Before the European settlers went west, Ute, Arapahoe, Cheyenne, and other nations roamed the mountains and plains of Colorado. Even if a lot of the evidence of their existence has been lost, or probably destroyed, some of this sites still remain, but you have to know where to look to find them!
For example, in a Denver, Colorado, suburb, there is one of these fascinating historic sites. There, you it’s possible find a cave, once frequented by a man named Colorow. Colorow was born to the Comanche nation in the early 1800s but was kidnapped by Muache Utes as a boy. When he was a young man, his new family began migrating from northern New Mexico up to northern Colorado, where he later married three sisters: Recha, Siah, and Poopa. After marrying, he became an important Ute leader and had 13 children. He led his people to hunt and camp in the west Denver area between what today are Morrison and Golden along the Dakota Hogback ridge. When in the area, they would stay in a cave in what’s now the neighborhood of Willowbrook in Morrison. According to the story, he sought solace in the cave during hard times in order to reflect.

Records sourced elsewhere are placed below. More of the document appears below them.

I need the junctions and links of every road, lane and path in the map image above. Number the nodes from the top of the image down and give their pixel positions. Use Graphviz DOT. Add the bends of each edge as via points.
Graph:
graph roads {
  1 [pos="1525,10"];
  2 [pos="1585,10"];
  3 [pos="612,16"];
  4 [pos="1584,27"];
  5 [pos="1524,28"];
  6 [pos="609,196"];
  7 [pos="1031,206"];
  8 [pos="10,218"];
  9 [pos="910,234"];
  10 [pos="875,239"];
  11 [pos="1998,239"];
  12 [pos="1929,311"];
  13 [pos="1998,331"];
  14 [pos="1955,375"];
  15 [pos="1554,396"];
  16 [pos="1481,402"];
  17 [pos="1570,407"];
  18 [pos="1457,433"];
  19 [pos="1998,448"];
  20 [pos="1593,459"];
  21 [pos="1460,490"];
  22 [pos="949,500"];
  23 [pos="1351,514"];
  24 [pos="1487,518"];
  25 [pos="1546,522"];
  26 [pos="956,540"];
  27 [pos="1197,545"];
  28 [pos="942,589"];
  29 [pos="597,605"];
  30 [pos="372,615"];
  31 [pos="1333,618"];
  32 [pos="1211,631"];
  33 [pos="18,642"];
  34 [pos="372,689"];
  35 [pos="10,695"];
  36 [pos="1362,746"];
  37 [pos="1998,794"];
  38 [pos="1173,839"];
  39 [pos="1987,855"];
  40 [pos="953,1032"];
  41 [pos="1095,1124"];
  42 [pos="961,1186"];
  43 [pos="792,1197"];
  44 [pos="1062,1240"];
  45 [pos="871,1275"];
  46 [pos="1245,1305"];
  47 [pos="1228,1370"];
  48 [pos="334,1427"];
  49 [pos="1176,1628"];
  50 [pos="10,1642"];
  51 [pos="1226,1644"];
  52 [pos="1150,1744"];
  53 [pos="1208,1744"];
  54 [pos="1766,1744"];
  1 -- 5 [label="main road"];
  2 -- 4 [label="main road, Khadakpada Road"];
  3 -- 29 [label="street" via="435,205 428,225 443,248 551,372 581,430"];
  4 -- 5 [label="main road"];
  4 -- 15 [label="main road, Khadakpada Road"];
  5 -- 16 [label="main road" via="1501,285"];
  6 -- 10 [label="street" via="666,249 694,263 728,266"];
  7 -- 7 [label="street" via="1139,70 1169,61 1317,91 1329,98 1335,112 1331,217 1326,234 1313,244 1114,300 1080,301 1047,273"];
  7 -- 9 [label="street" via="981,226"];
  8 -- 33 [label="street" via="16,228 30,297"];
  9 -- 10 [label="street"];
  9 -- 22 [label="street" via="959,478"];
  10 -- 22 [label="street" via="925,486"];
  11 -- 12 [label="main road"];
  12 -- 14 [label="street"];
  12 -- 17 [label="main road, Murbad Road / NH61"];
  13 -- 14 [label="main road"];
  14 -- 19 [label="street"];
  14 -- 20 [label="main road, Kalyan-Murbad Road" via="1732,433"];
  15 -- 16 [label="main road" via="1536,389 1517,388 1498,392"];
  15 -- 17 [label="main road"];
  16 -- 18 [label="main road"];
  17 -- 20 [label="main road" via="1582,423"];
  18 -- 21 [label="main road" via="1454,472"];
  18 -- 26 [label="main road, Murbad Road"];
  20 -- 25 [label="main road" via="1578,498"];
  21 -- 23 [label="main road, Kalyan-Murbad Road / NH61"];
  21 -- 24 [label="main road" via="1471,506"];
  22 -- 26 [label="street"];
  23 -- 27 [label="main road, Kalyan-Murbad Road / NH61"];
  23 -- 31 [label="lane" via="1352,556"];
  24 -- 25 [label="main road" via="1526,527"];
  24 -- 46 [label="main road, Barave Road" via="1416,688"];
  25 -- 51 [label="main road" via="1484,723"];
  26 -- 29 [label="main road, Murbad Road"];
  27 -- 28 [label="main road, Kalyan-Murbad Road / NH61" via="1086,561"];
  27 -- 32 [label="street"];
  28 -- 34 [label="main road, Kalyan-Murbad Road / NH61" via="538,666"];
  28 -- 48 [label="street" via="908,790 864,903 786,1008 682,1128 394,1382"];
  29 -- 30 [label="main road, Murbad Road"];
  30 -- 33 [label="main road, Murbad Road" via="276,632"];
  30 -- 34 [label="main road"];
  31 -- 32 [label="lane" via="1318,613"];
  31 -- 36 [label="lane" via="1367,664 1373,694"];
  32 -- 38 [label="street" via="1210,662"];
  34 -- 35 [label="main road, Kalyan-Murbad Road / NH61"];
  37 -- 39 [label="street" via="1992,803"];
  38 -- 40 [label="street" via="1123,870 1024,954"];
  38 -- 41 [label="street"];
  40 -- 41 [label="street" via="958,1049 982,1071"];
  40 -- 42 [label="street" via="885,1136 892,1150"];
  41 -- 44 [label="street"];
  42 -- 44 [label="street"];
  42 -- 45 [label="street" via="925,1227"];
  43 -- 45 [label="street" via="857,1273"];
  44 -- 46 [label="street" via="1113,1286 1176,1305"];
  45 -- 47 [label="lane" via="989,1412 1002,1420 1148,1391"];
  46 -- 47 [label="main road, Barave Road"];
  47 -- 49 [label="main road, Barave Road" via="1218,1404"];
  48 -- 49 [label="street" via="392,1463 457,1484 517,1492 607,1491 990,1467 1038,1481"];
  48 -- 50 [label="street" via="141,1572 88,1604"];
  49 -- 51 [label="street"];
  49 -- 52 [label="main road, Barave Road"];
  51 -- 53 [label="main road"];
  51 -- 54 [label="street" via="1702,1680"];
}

Historically, even if relations with settlers started friendly, they deteriorated quickly, and on September 2, 1878, his son Tabernash was killed by a member of a sheriff’s party. When the United States government began falling short on their promises, Colorow did not forget and his people were involved in the Meeker Massacre and the Battle of Milk Creek. It all came to a head in Colorow’s War of 1887, that was the final conflict between the first peoples’ of Colorado and ever-encroaching settlers. After Colorow and his people were forced off their land and onto reservations, he died in 1888 of depression and pneumonia.
Colorow’s cave is still today a little nice site of beauty and peace, surrounded by mountains, and meadows. It’s no wonder Colorow loved this area: breathing this atmosphera, you can understand how he could have found peace there in such difficult times.